How to complete this task>
Search the records for the string "dead", then copy each line that has it.

Listed entries>
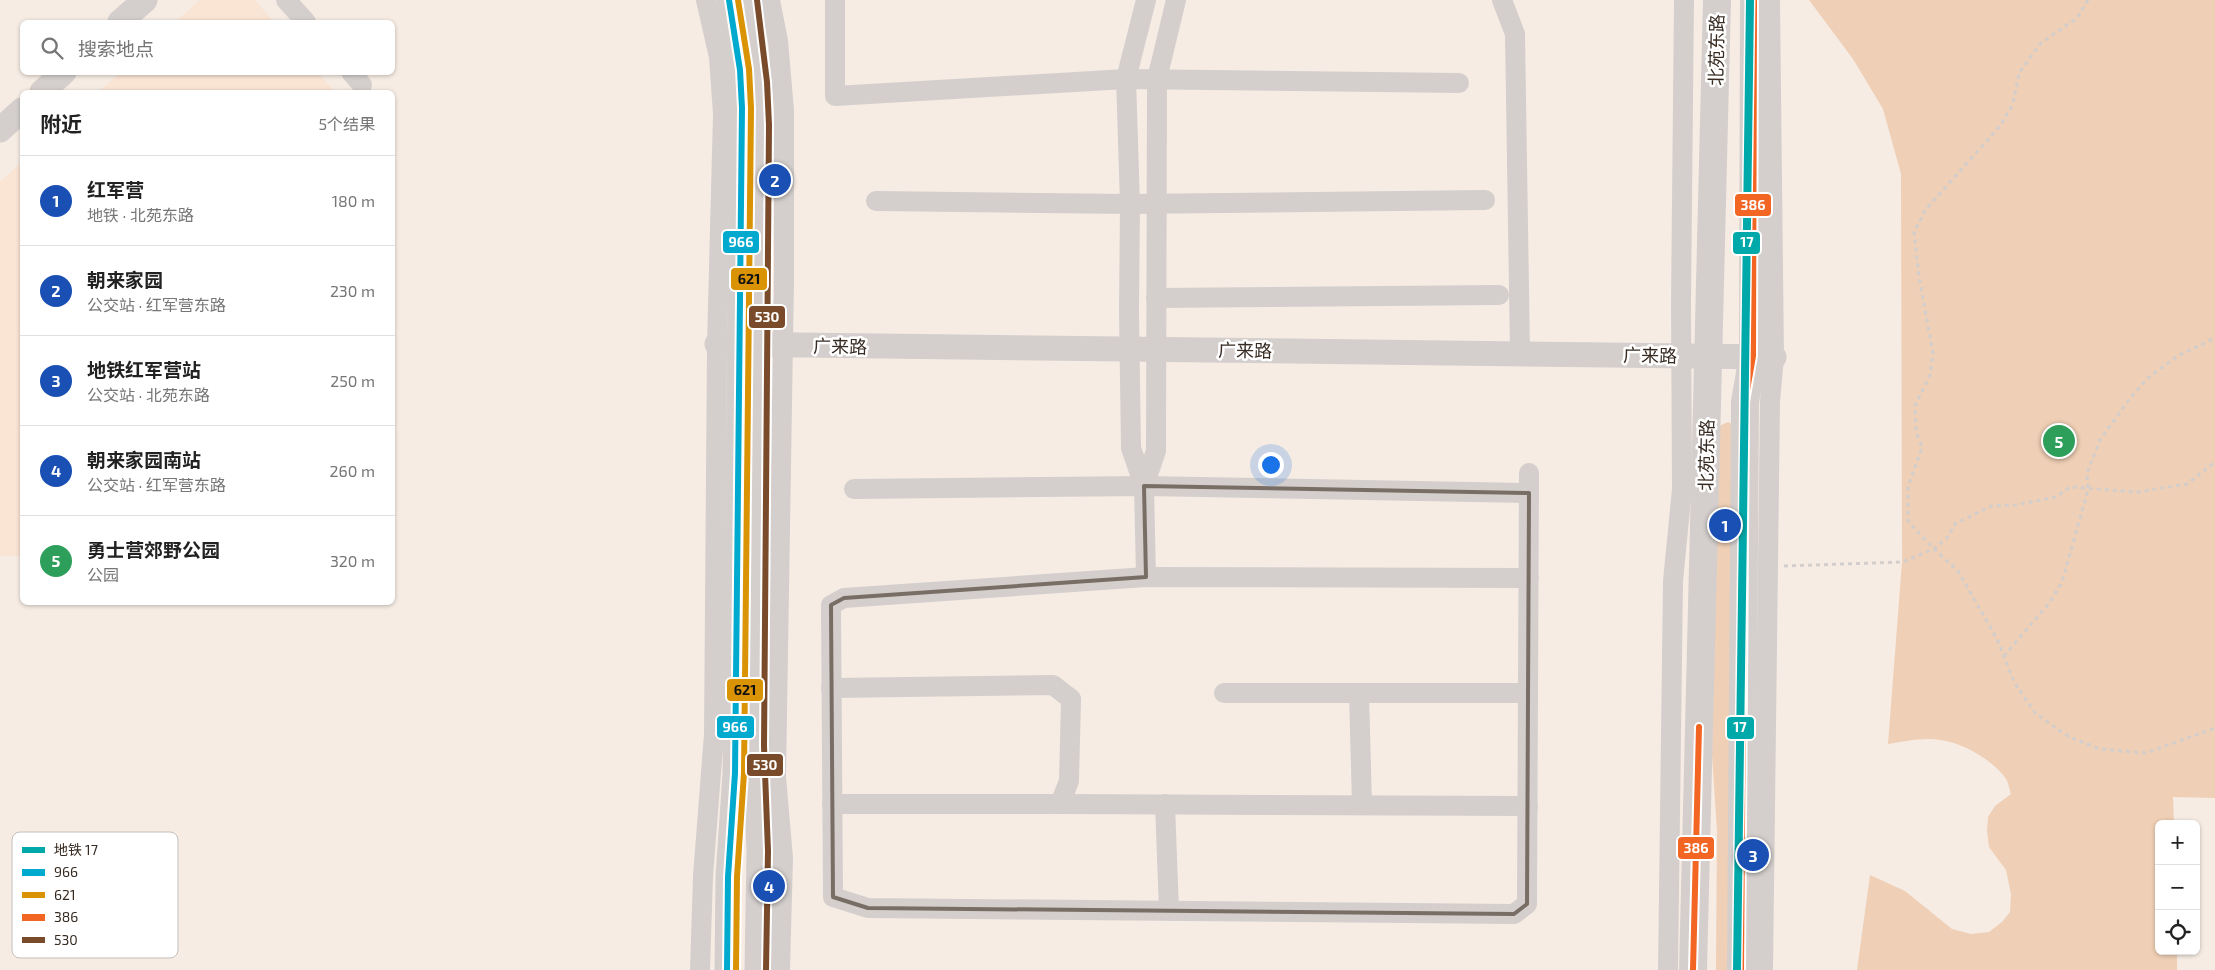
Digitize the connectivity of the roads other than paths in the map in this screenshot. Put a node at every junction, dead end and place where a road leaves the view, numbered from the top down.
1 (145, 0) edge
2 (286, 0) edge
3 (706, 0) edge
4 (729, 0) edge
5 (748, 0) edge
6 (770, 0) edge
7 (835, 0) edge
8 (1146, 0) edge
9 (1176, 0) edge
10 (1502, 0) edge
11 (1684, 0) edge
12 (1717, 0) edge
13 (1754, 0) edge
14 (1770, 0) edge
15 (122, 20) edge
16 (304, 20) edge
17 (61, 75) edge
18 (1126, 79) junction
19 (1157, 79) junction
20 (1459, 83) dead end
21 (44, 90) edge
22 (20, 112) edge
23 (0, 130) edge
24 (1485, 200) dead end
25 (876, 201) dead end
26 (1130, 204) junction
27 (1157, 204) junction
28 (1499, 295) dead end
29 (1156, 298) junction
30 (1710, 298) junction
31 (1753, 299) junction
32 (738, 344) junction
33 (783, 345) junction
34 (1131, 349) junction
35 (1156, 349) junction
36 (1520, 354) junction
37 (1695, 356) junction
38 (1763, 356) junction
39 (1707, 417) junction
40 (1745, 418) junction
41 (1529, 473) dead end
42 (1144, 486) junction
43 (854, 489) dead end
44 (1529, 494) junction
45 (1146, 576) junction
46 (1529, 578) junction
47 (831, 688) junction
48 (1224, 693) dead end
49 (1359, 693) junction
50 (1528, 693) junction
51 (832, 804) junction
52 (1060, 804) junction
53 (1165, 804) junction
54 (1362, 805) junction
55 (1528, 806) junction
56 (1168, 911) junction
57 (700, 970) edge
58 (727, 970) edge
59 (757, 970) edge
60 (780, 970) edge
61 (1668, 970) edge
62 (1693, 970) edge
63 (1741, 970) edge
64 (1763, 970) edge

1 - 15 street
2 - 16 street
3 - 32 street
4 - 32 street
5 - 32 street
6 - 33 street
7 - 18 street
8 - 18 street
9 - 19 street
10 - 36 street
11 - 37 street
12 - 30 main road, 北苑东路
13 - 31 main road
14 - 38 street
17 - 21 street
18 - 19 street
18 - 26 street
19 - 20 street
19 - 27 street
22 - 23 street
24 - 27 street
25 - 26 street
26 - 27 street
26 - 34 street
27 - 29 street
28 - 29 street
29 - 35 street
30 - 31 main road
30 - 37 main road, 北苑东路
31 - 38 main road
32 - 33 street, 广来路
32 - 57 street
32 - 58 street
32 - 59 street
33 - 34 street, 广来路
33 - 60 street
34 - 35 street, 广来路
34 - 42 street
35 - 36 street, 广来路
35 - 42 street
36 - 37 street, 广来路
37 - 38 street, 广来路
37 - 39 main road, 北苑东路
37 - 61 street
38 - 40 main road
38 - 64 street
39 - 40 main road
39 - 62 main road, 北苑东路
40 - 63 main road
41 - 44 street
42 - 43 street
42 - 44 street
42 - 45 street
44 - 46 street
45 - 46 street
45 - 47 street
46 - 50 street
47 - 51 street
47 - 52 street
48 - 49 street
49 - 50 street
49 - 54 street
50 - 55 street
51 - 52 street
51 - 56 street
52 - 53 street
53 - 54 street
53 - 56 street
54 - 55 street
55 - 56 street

Output>
Digitize the connectivity of the roads other than paths in the map in this screenshot. Put a node at every junction, dead end and place where a road leaves the view, numbered from the top down.
20 (1459, 83) dead end
24 (1485, 200) dead end
25 (876, 201) dead end
28 (1499, 295) dead end
41 (1529, 473) dead end
43 (854, 489) dead end
48 (1224, 693) dead end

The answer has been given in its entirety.